Für die allgemeine Praxis und für Nicht-OVMS-User ist hier zunächst einmal mitnehmbar, dass der SOC keine lineare Messgröße beim UpMiiGo ist, weder während der Ladung, noch beim Fahren.
Bei der Ladung kann man etwa aus einer SOC-Differenz nicht einfach auf die Energiedifferenz schließen, ohne diese Nichtlinearität zu berücksichtigen. Außerdem ist die SOC-Änderung beim Laden speziell im unteren SOC-Bereich mit Vorsicht zu genießen: die tatsächlich geladene Energie ist geringer.
Beim Fahren muss man im Hinterkopf behalten, dass der angezeigte Ladestand fast immer zu optimistisch ist, und im Bereich unter 30% dann deutlich schneller sinkt als vom vorherigen Verlauf erwartbar.
Im Anhang findet ihr meine Datenbasis und Auswertungen als OpenDocument-Spreadsheet (ich empfehle LibreOffice oder OpenOffice zur Bearbeitung). Würde mich freuen wenn jemand meine Ergebnisse überprüfen könnte, oder evtl. noch weitergehende Ideen dazu hat.

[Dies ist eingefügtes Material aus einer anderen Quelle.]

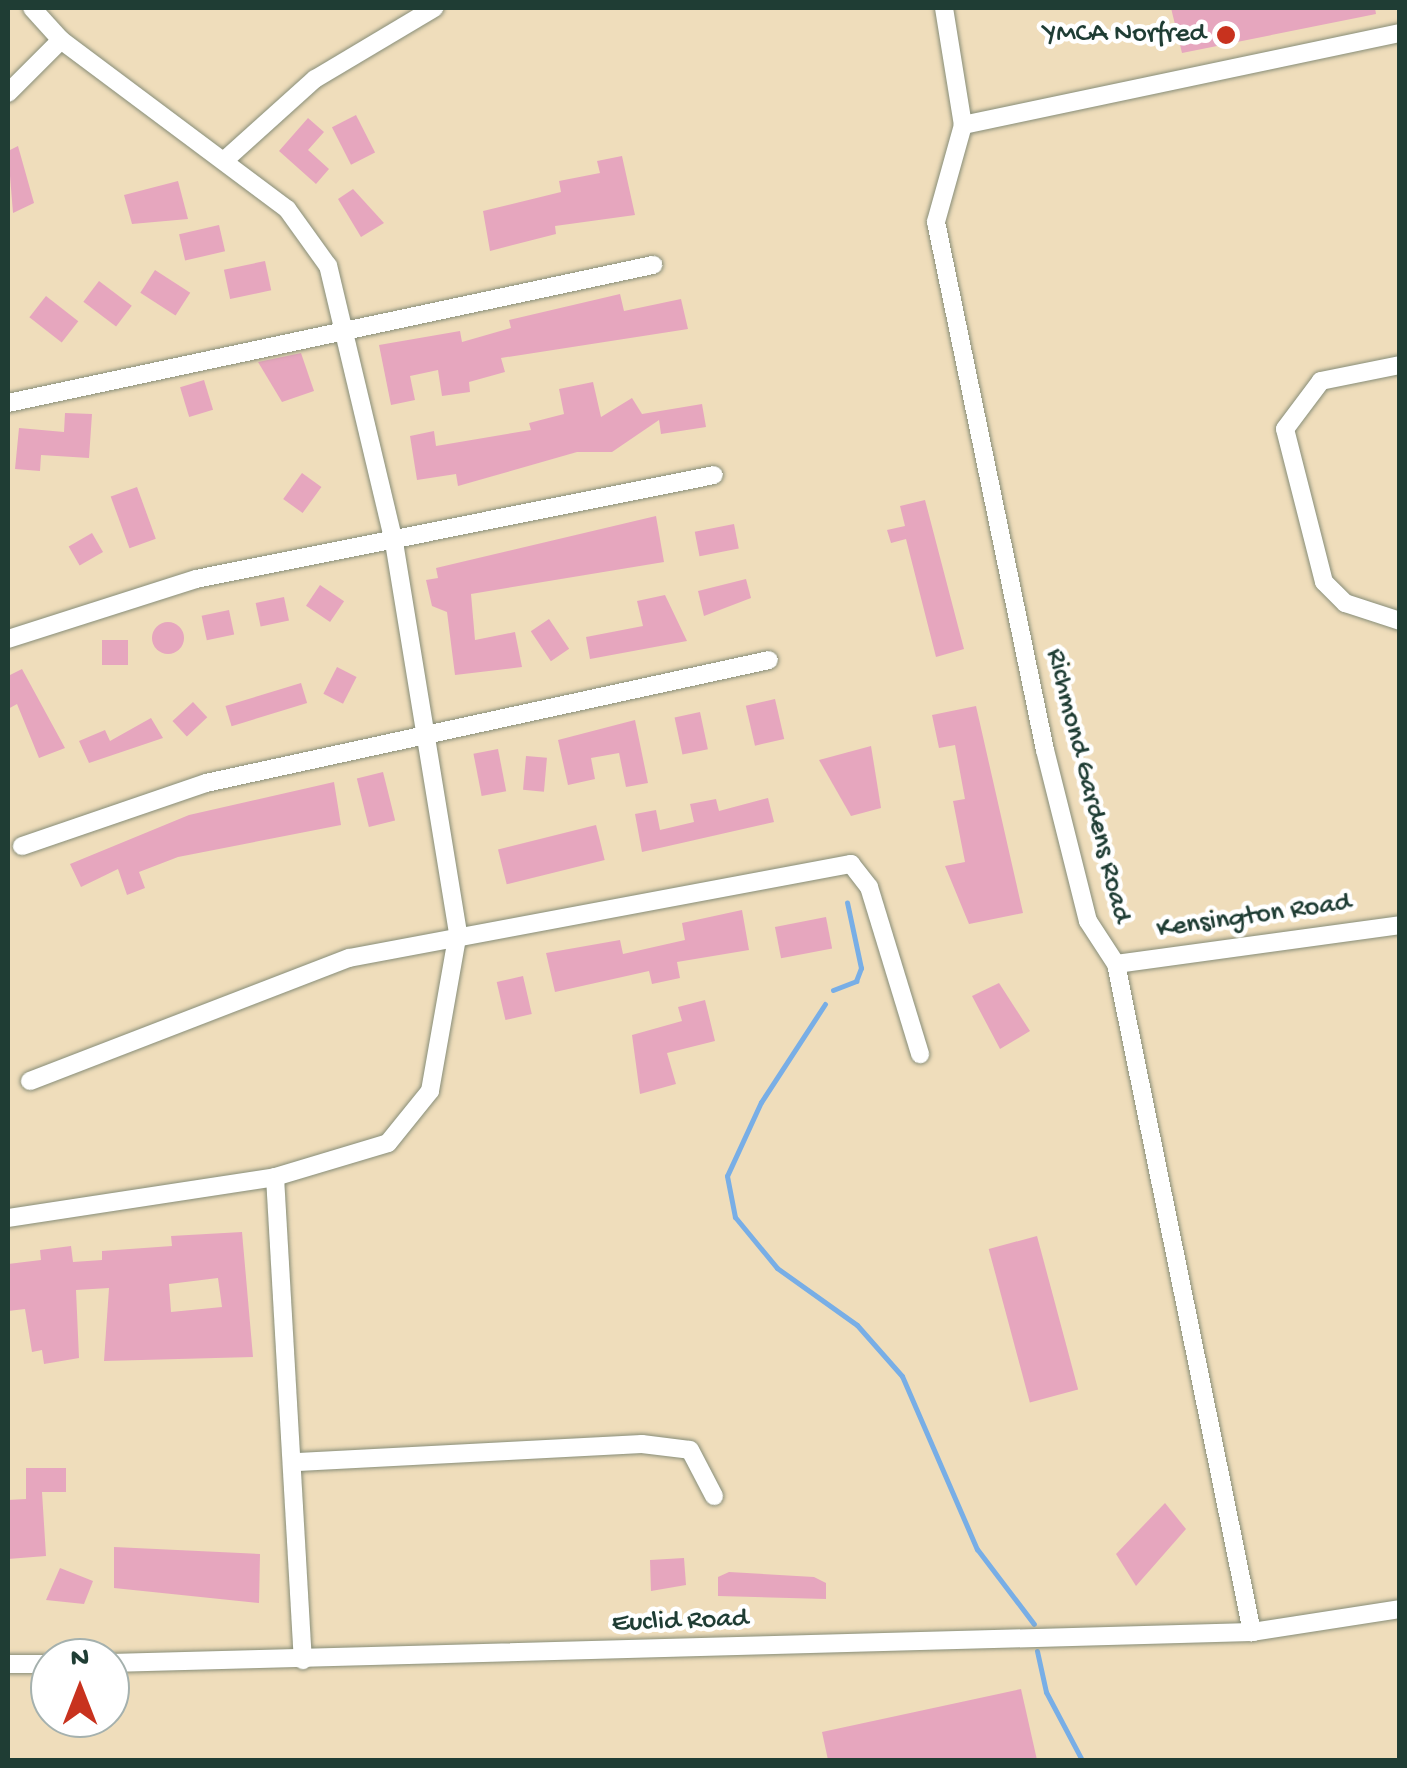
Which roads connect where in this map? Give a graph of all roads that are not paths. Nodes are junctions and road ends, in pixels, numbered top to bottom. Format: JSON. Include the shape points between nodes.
{"nodes":[{"id":1,"x":32,"y":8,"type":"edge"},
{"id":2,"x":434,"y":8,"type":"edge"},
{"id":3,"x":944,"y":8,"type":"edge"},
{"id":4,"x":1400,"y":33,"type":"edge"},
{"id":5,"x":60,"y":40,"type":"junction"},
{"id":6,"x":8,"y":92,"type":"edge"},
{"id":7,"x":962,"y":125,"type":"junction"},
{"id":8,"x":226,"y":159,"type":"junction"},
{"id":9,"x":652,"y":265,"type":"dead end"},
{"id":10,"x":348,"y":323,"type":"junction"},
{"id":11,"x":1400,"y":365,"type":"edge"},
{"id":12,"x":8,"y":404,"type":"edge"},
{"id":13,"x":714,"y":475,"type":"dead end"},
{"id":14,"x":393,"y":538,"type":"junction"},
{"id":15,"x":1400,"y":621,"type":"edge"},
{"id":16,"x":8,"y":639,"type":"edge"},
{"id":17,"x":769,"y":660,"type":"dead end"},
{"id":18,"x":427,"y":738,"type":"junction"},
{"id":19,"x":22,"y":846,"type":"dead end"},
{"id":20,"x":1400,"y":925,"type":"edge"},
{"id":21,"x":458,"y":932,"type":"junction"},
{"id":22,"x":1116,"y":964,"type":"junction"},
{"id":23,"x":920,"y":1054,"type":"dead end"},
{"id":24,"x":30,"y":1081,"type":"dead end"},
{"id":25,"x":276,"y":1177,"type":"junction"},
{"id":26,"x":8,"y":1218,"type":"edge"},
{"id":27,"x":298,"y":1462,"type":"junction"},
{"id":28,"x":714,"y":1496,"type":"dead end"},
{"id":29,"x":1400,"y":1609,"type":"edge"},
{"id":30,"x":1252,"y":1632,"type":"junction"},
{"id":31,"x":303,"y":1660,"type":"junction"},
{"id":32,"x":130,"y":1663,"type":"edge"}],
"edges":[{"from":1,"to":5,"type":"street"},
{"from":2,"to":8,"type":"street","via":[[315,79]]},
{"from":3,"to":7,"type":"street","name":"Richmond Gardens Road"},
{"from":4,"to":7,"type":"street"},
{"from":5,"to":6,"type":"street"},
{"from":5,"to":8,"type":"street"},
{"from":7,"to":22,"type":"street","name":"Richmond Gardens Road","via":[[936,222],[1045,750],[1088,920]]},
{"from":8,"to":10,"type":"street","via":[[299,222]]},
{"from":9,"to":10,"type":"street"},
{"from":10,"to":12,"type":"street"},
{"from":10,"to":14,"type":"street"},
{"from":11,"to":15,"type":"street","via":[[1320,381],[1286,429],[1324,582],[1346,604]]},
{"from":13,"to":14,"type":"street"},
{"from":14,"to":16,"type":"street","via":[[145,591]]},
{"from":14,"to":18,"type":"street"},
{"from":17,"to":18,"type":"street"},
{"from":18,"to":19,"type":"street","via":[[206,783]]},
{"from":18,"to":21,"type":"street"},
{"from":20,"to":22,"type":"street","name":"Kensington Road"},
{"from":21,"to":23,"type":"street","via":[[851,864],[870,887]]},
{"from":21,"to":24,"type":"street","via":[[348,958]]},
{"from":21,"to":25,"type":"street","via":[[442,1049],[415,1118],[369,1154]]},
{"from":22,"to":30,"type":"street","name":"Richmond Gardens Road"},
{"from":25,"to":26,"type":"street"},
{"from":25,"to":27,"type":"street"},
{"from":27,"to":28,"type":"street","via":[[642,1444],[690,1450]]},
{"from":27,"to":31,"type":"street"},
{"from":29,"to":30,"type":"street","name":"Euclid Road"},
{"from":30,"to":31,"type":"street","name":"Euclid Road"},
{"from":31,"to":32,"type":"street","name":"Euclid Road"}]}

Ach ja: mein Mii ist ein 2020er, kann sein dass sich bei älteren Akkus und Modellen hier ein anderes Bild ergibt. Wer Daten beisteuern möchte: im OVMS-Manual steht wie man das Log aktiviert. Beim CSV-Download von meinem Server bekommt ihr automatisch die korrekte Kopfzeile dazu.